Un silence s'installa, et Harry décida de les rejoindre. Avant de bouger cependant, il regarda en direction de la porte qui hantait ses cauchemars, totalement silencieuse.
Alors adieu, songea-t-il en mettant ses mains dans ses poches, faisant de grands pas pour ne pas briser la magie du lieu, qui, aussi vide et paisible, était presque agréable.
« T'as mis le temps, dit simplement Liam quand il franchit la porte vers l'extérieur. On peut y aller.
- Plus laconique tu meurs, blagua le blond en relevant Liam puis suivant Harry.
- Laisse-le, il est fatigué, sourit le bouclé en envoyant un regard compatissant à Liam, qui ne renchérit pas. »

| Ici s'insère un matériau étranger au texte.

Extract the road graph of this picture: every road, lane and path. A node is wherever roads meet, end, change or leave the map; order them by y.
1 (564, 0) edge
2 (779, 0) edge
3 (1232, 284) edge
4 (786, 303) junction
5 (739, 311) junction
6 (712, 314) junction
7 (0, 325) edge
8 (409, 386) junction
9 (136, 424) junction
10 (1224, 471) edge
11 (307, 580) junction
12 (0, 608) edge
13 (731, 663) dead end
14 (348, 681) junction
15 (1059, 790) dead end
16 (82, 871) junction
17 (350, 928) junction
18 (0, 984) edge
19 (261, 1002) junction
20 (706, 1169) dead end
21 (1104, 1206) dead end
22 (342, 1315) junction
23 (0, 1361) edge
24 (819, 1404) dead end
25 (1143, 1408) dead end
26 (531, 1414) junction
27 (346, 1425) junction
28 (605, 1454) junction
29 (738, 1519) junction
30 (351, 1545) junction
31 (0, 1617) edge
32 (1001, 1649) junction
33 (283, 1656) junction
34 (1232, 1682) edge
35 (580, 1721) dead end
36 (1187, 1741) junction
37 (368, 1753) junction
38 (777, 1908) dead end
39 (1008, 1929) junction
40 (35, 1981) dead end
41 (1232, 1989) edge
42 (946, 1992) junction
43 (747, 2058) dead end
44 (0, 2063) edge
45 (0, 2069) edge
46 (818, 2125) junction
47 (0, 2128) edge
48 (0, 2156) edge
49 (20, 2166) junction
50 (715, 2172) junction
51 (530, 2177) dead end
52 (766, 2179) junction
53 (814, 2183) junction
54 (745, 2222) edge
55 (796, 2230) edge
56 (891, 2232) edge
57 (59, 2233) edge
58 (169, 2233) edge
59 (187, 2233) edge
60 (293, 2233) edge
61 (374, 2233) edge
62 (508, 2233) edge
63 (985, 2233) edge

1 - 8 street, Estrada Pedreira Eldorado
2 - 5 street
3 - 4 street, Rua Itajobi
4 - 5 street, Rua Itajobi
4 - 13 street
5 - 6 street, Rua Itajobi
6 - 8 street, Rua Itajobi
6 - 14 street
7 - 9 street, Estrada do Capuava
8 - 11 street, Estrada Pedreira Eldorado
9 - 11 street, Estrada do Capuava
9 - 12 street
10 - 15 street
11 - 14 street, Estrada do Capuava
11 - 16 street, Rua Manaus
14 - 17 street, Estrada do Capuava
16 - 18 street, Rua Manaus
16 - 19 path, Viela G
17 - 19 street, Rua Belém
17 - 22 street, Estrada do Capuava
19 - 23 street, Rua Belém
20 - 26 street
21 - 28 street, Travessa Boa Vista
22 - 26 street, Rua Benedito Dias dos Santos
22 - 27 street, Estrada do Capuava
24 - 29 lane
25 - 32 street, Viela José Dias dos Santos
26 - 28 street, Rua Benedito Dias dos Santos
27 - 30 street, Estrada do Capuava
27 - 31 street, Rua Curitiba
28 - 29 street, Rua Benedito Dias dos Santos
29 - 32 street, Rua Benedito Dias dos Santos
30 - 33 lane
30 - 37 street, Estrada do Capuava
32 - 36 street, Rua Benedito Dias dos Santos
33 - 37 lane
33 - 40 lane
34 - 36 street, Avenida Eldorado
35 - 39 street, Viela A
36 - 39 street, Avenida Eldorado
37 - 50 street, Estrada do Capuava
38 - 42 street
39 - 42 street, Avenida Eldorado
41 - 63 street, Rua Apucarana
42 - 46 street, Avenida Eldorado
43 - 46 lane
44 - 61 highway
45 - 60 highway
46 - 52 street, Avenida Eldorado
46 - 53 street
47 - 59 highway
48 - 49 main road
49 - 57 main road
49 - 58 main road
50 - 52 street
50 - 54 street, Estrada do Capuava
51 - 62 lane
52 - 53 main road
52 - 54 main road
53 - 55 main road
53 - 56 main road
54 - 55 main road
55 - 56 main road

Quelques minutes durant, ils firent leur marche, s'éloignant de l'administration à pas lents. Et peu à peu, Liam se redressait. Ils firent même une légère pause pour qu'il s'étire, lâchant un petit bâillement et un soupir content.
« Tu es rentré chez toi hier au moins ? Fit soudain mine de s'intéresser le master plus jeune, camouflant son inquiétude avec talent sous un air calme.
- Pas depuis deux jours, soupira Liam en se frottant les yeux. J'ai dormi dans la salle détente, le distributeur ne m'a jamais paru aussi indispensable. Je ne peux plus aller aux Crustacés vu qu'Olive est en arrêt et que Lucas a posé sa pause pour la semaine. »
Et heureusement qu'il avait les yeux fermés, parce que le regard épouvanté-catastrophé-tueur de Wilhelm ne laissait aucun doute quant à son indignation. Sans mot dire, il prit son téléphone, et pianota quelques secondes dessus avant de le ranger - le nom de Brannan dans la barre message était une explication limpide.
« Pressons pressons, mon ami, nous devons aller pourfendre le centre commercial et- Commença-t-il pour couper le silence léger qui s'était installé, mais fut coupé par son ami master qui lui fit un câlin en mode ourson-qui-ne-veut-pas-marcher-tout-seul. AH MAIS CASSE-TOI TU PUES ! Hurla-t-il de surprise, ne parvenant pas à le repousser. HARRY, VIENS À MON AIDE !
- J'ai le choix ? Ironisa le garçon en voyant Liam coller son ami de toutes ses forces, au point de le faire presque tomber.
- Bien sûr, nous sommes dans une démocratie, se calma immédiatement le blond en prenant le ton d'un JT ennuyeux. Imposer une décision à une personne est-
- Alors non, merci, refusa poliment le bouclé en voyant la seconde d'après les yeux de Wilhelm exprimer le meurtre, un sourire figé teintant ses lèvres. »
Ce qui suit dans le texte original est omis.